Another byproduct of the move to insert Singler into the starting lineup was the effect it had on bench production. Stuckey scored 14 points but the rest of the bench combined for just six, two baskets from Jonas Jerebko – assuming the role of No. 4 big man with Josh Harrellson missing his second straight game with a knee injury – and a basket by Gigi Datome long after the outcome had been decided. Caldwell-Pope only dented the stat sheet with a foul and a rebound in 13 minutes.

Bynum played just those first three minutes of the second quarter and he and Cheeks had a verbal exchange during the timeout that appeared heated. Bynum declined to speak to reporters afterward.

“Whatever happened with Will and coach, it’s none of your business,” Drummond said. “That’s no disrespect; it’s just none of your business. What goes on in the huddle stays in the huddle. We’re a family here. Every family gets into a battle. They’re good now. Tomorrow, we’ve just got to get better.”

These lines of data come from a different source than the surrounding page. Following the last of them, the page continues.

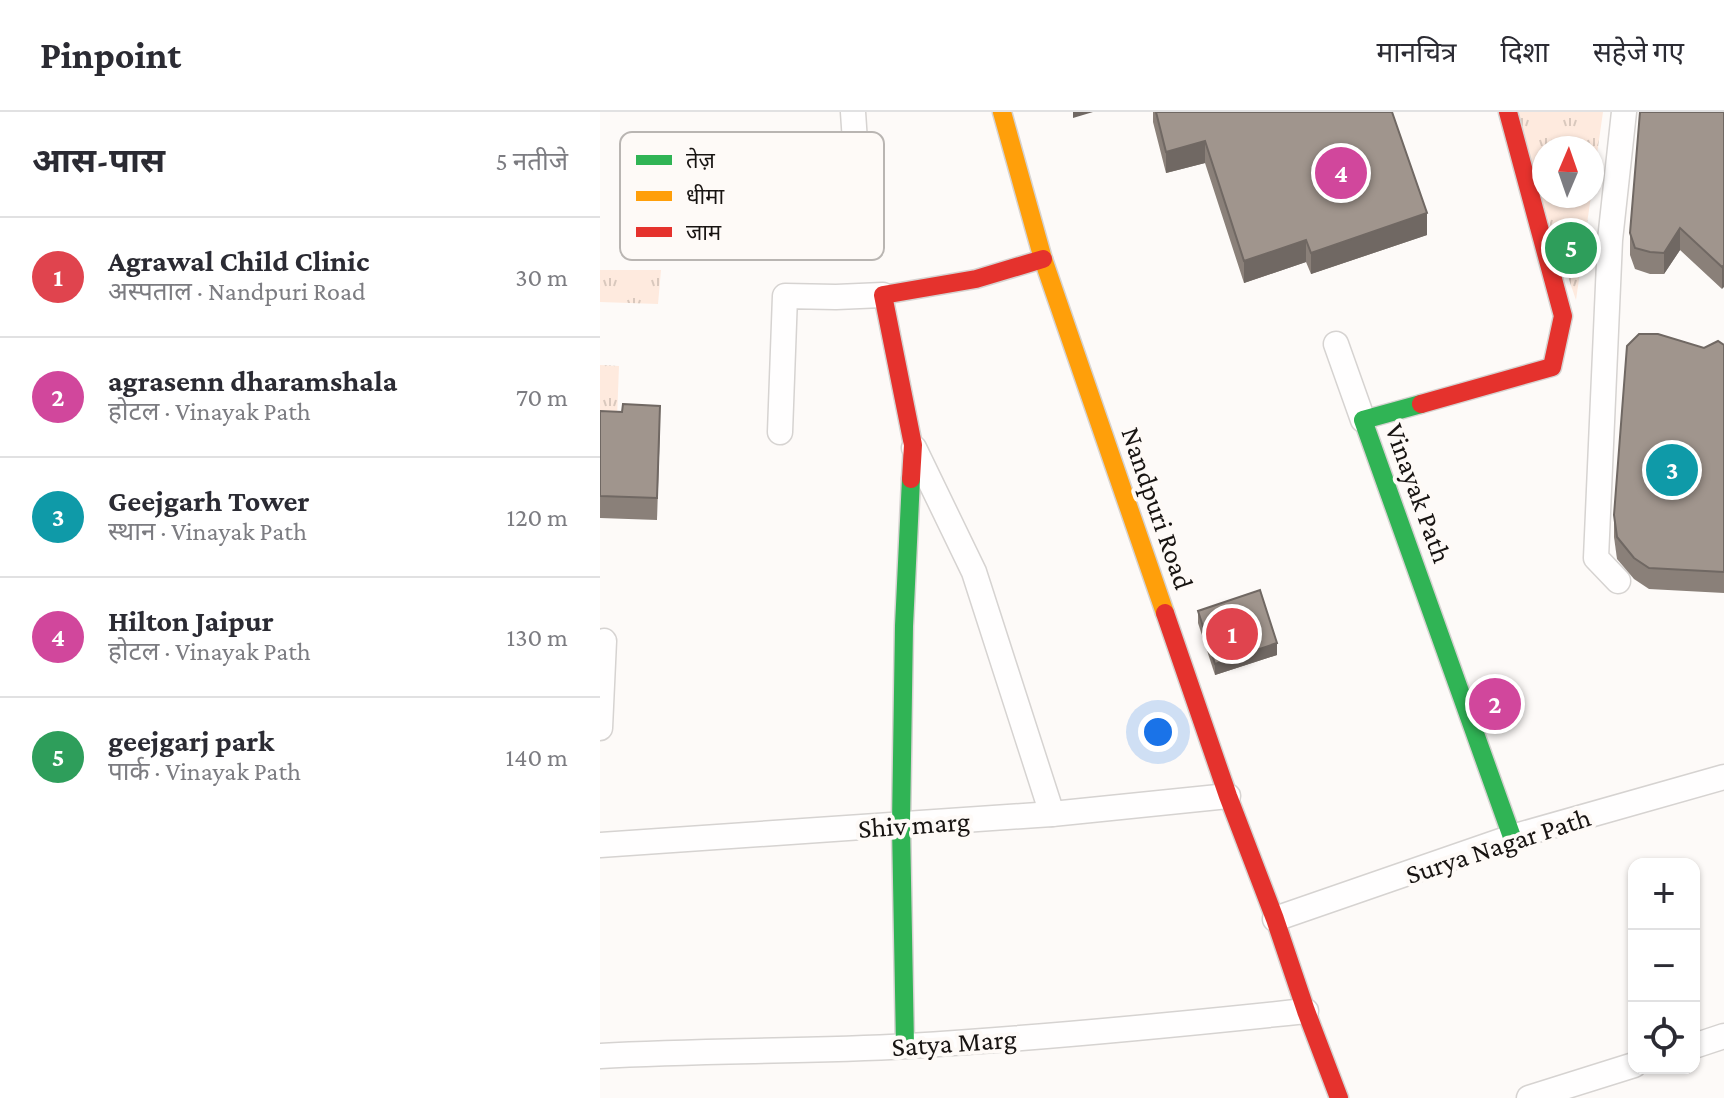 <!DOCTYPE html>
<html lang="hi">
<head>
<meta charset="utf-8">
<style>
  :root { --surface:#fff; --page:#f2f2f3; --text:#2b2b33; --muted:#7c7c81; --line:#e1e1e2; --accent:#686462 }
  body { margin:0; font-family:"Crimson Pro","Noto Sans Devanagari",serif; background:var(--page); color:var(--text) }
  .controls { position:absolute; right:24px; bottom:24px; display:grid; overflow:hidden; border-radius:16px; box-shadow:0 2px 6px #0004 }
  .controls button { width:72px; height:72px; display:grid; place-items:center; padding:0; border:0; border-bottom:2px solid var(--line); background:var(--surface); color:var(--text); font:40px sans-serif }
  .compass { position:absolute; left:932px; top:24px; width:72px; height:72px; border-radius:50%; background:var(--surface); box-shadow:0 2px 6px #0004; rotate:2deg }
  .you { position:absolute; left:558px; top:620px; width:28px; height:28px; margin:-20px; border:6px solid #fff; border-radius:50%; background:#1a73e8; box-shadow:0 0 0 12px #1a73e833 }
  .badge { display:grid; place-items:center; width:52px; height:52px; border-radius:50%; background:var(--accent); color:#fff; font-size:26px; font-weight:700 }
  .pin { position:absolute; translate:-50% -50%; border:4px solid #fff; box-shadow:0 2px 8px #0006 }
  .list { margin:0; padding:0; list-style:none }
  h2 { display:flex; justify-content:space-between; align-items:center; height:104px; margin:0; padding:0 32px; font-size:34px }
  h2 small { font-size:26px; font-weight:400; color:var(--muted) }
  .list li { display:grid; grid-template-columns:52px 1fr auto; gap:24px; align-items:center; box-sizing:border-box; height:120px; padding:0 32px; border-top:2px solid var(--line) }
  .list b { display:block; font-size:30px; white-space:nowrap }
  .list p { margin:0; font-size:26px; white-space:nowrap; color:var(--muted) }
  .list em { font-size:26px; font-style:normal; color:var(--muted) }
  .icon { flex:none; width:44px; height:44px; fill:none; stroke:currentColor; stroke-width:2; stroke-linecap:round; stroke-linejoin:round }
  .map { position:relative; flex:none; width:1124px; height:986px; overflow:hidden }
  header { display:flex; align-items:center; gap:48px; box-sizing:border-box; height:112px; padding:0 40px; background:var(--surface); border-bottom:2px solid var(--line) }
  header strong { font-size:38px }
  nav { display:flex; gap:44px; margin-inline-start:auto; font-size:28px }
  main { display:flex }
  aside { flex:1; background:var(--surface) }
  .map>svg:first-child { display:block }
  .grass { fill:url(#grass-tufts) }
  .lines { fill:none; stroke-linecap:round; stroke-linejoin:round }
  .street-casing { stroke:#d6d3d1; stroke-width:27 }
  .fast-casing { stroke:#d6d3d1; stroke-width:21 }
  .slow-casing { stroke:#d6d3d1; stroke-width:21 }
  .jam-casing { stroke:#d6d3d1; stroke-width:21 }
  .street { stroke:#fffefe; stroke-width:24 }
  .fast { stroke:#30b455; stroke-width:18 }
  .slow { stroke:#ff9f0a; stroke-width:18 }
  .jam { stroke:#e5322d; stroke-width:18 }
  .wall { fill:#8a8079 }
  .shaded-wall { fill:#706863 }
  .building { fill:#a0958d; stroke:#706863; stroke-width:2 }
  .labels { text-anchor:middle; stroke-width:8; stroke-linejoin:round; paint-order:stroke }
  .street-label { font-size:28px; fill:#181412; stroke:#fefaf7 }
  .key { fill:#fefaf7; stroke:#b9b5b2; stroke-width:2 }
  .key-label { font-size:22px; fill:#181412 }
</style>
</head>
<body>
<header>
<strong>Pinpoint</strong>
<nav><a>मानचित्र</a><a>दिशा</a><a>सहेजे गए</a></nav>
</header>
<main>
<aside>
<h2>आस-पास<small>5 नतीजे</small></h2>
<ul class="list">
<li><span class="badge" style="background:#e0444e">1</span><div><b>Agrawal Child Clinic</b><p>अस्पताल · Nandpuri Road</p></div><em>30 m</em></li>
<li><span class="badge" style="background:#d1479c">2</span><div><b>agrasenn dharamshala</b><p>होटल · Vinayak Path</p></div><em>70 m</em></li>
<li><span class="badge" style="background:#0f9aa8">3</span><div><b>Geejgarh Tower</b><p>स्थान · Vinayak Path</p></div><em>120 m</em></li>
<li><span class="badge" style="background:#d1479c">4</span><div><b>Hilton Jaipur</b><p>होटल · Vinayak Path</p></div><em>130 m</em></li>
<li><span class="badge" style="background:#2e9e5b">5</span><div><b>geejgarj park</b><p>पार्क · Vinayak Path</p></div><em>140 m</em></li>
</ul>
</aside>
<div class="map">
<svg width="1124" height="986" viewBox="0 0 1124 986">
  <defs>
    <pattern id="grass-tufts" width="24" height="20" patternUnits="userSpaceOnUse" patternTransform="scale(2)"><rect width="24" height="20" fill="#feeade"/><path d="M3 7l-1-3M5 7V3M7 7l1-3M15 17l-1-3M17 17v-4M19 17l1-3" fill="none" stroke="#d9c8bd"/></pattern>
  </defs>
  <rect width="100%" height="100%" fill="#fdfaf8"/>
  <g class="grass">
    <polygon points="918,0 1003,0 992,77 992,36 944,36 944,84 991,84 976,188 935,69"/>
    <polygon points="0,158 61,158 58,192 0,190"/>
    <polygon points="0,253 19,254 17,306 0,305"/>
  </g>
  <g class="lines">
    <g class="street-casing">
      <g id="street">
        <polyline points="253,0 260,104"/>
        <polyline points="736,232 763,308"/>
        <polyline points="180,320 185,184 236,185 283,183"/>
        <polyline points="314,336 374,460 452,702"/>
        <polyline points="1018,469 996,446 1010,128 1024,0"/>
        <polyline points="0,616 4,529"/>
        <polyline points="0,733 452,702 628,684"/>
        <polyline points="675,807 912,725 1124,665"/>
        <polyline points="1094,934 1124,924"/>
        <path d="M0,944C103,938 206,940 308,934C441,926 574,913 706,899"/>
        <polyline points="929,986 1034,953"/>
      </g>
    </g>
    <g class="fast-casing">
      <g id="fast">
        <polyline points="821,292 763,308 912,725"/>
        <polyline points="305,934 301,713 304,514 311,367"/>
      </g>
    </g>
    <g class="slow-casing">
      <polyline id="slow" points="402,0 443,147 565,501"/>
    </g>
    <g class="jam-casing">
      <g id="jam">
        <polyline points="821,292 952,255 963,204 908,0"/>
        <polyline points="311,367 313,333 283,183 376,167 443,147"/>
        <polyline points="565,501 628,684 675,807 706,899 739,986"/>
      </g>
    </g>
    <use href="#street" class="street"/>
    <use href="#fast" class="fast"/>
    <use href="#slow" class="slow"/>
    <use href="#jam" class="jam"/>
  </g>
  <g class="wall">
    <polygon points="553,0 792,0 827,123 711,162 706,150 644,171 605,51 566,61 553,10"/>
    <polygon points="1124,0 1122,177 1080,138 1064,162 1050,162 1035,157 1030,143 1030,121"/>
    <polygon points="1124,233 1124,481 1049,477 1034,467 1017,447 1014,425 1014,403 1104,236"/>
    <polygon points="0,299 60,315 57,408 0,406"/>
    <polygon points="598,499 677,543 615,563 598,511"/>
  </g>
  <g class="shaded-wall">
    <polygon points="473,0 493,0 473,6"/>
    <polygon points="605,29 605,51 566,61 566,40"/>
    <polygon points="827,101 827,123 711,162 711,141"/>
    <polygon points="1080,116 1080,138 1064,162 1064,141"/>
    <polygon points="706,128 706,150 644,171 644,149"/>
    <polygon points="1124,153 1124,175 1122,177 1122,155"/>
    <polygon points="677,531 677,543 615,563 615,552"/>
  </g>
  <g class="building">
    <polygon points="556,0 792,0 827,101 711,141 706,128 644,149 605,29 566,40"/>
    <polygon points="1040,0 1124,0 1124,153 1122,155 1080,116 1064,141 1050,140 1035,136 1030,121"/>
    <polygon points="1039,222 1058,222 1104,236 1118,229 1124,233 1124,460 1049,456 1034,446 1017,425 1014,403 1027,234"/>
    <polygon points="23,292 60,294 57,386 0,384 0,299 22,300"/>
    <polygon points="660,478 677,531 615,552 598,499"/>
  </g>
  <g class="labels">
    <g class="street-label">
      <text transform="translate(819 381) rotate(70)" y="10">Vinayak Path</text>
      <text transform="translate(558 396) rotate(71)" y="10">Nandpuri Road</text>
      <text transform="translate(314 712) rotate(-4)" y="10">Shiv marg</text>
      <text transform="translate(898 733) rotate(-18)" y="10">Surya Nagar Path</text>
      <text transform="translate(354 930) rotate(-4)" y="10">Satya Marg</text>
    </g>
  </g>
  <rect x="20" y="20" width="264" height="128" rx="12" class="key"/>
  <rect x="36" y="43" width="36" height="10" fill="#30b455"/>
  <rect x="36" y="79" width="36" height="10" fill="#ff9f0a"/>
  <rect x="36" y="115" width="36" height="10" fill="#e5322d"/>
  <g class="key-label">
    <text x="86" y="56">तेज़</text>
    <text x="86" y="92">धीमा</text>
    <text x="86" y="128">जाम</text>
  </g>
</svg>
<div class="controls">
<button>+</button>
<button>−</button>
<button><svg class="icon" aria-label="locate" viewBox="0 0 24 24"><circle cx="12" cy="12" r="6"/><path d="M12 2v4M12 18v4M2 12h4M18 12h4"/></svg></button>
</div>
<svg class="compass" viewBox="-18 -18 36 36"><path d="M0-13l5 13h-10z" fill="#e53935"/><path d="M0 13l5-13h-10z" fill="#7c7c81"/></svg>
<div class="you"></div>
<div class="pin badge" style="left:632px;top:522px;background:#e0444e">1</div>
<div class="pin badge" style="left:895px;top:592px;background:#d1479c">2</div>
<div class="pin badge" style="left:1072px;top:358px;background:#0f9aa8">3</div>
<div class="pin badge" style="left:741px;top:61px;background:#d1479c">4</div>
<div class="pin badge" style="left:971px;top:136px;background:#2e9e5b">5</div>
</div>
</main>
</body>
</html>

“Heat of the game,” Cheeks said, waving off the incident. “We’ll discuss whatever we need to discuss, but the game was more important than me and Will. The things we didn’t do allowed us to get beat like that.”

The Pistons host Brooklyn on Friday, which comes to The Palace with a prolific 6-foot-8 shooting guard, Joe Johnson. It would seem likely Cheeks would prefer the 6-foot-8 Singler to remain a starter and match up with Johnson, which will put the onus on the bench to pick up its productivity and on everyone to figure out how to solve recurring defensive breakdowns.

“We just didn’t play good basketball,” Singler said. “Turned the ball over and never really got into a rhythm. And our effort was poor, really.”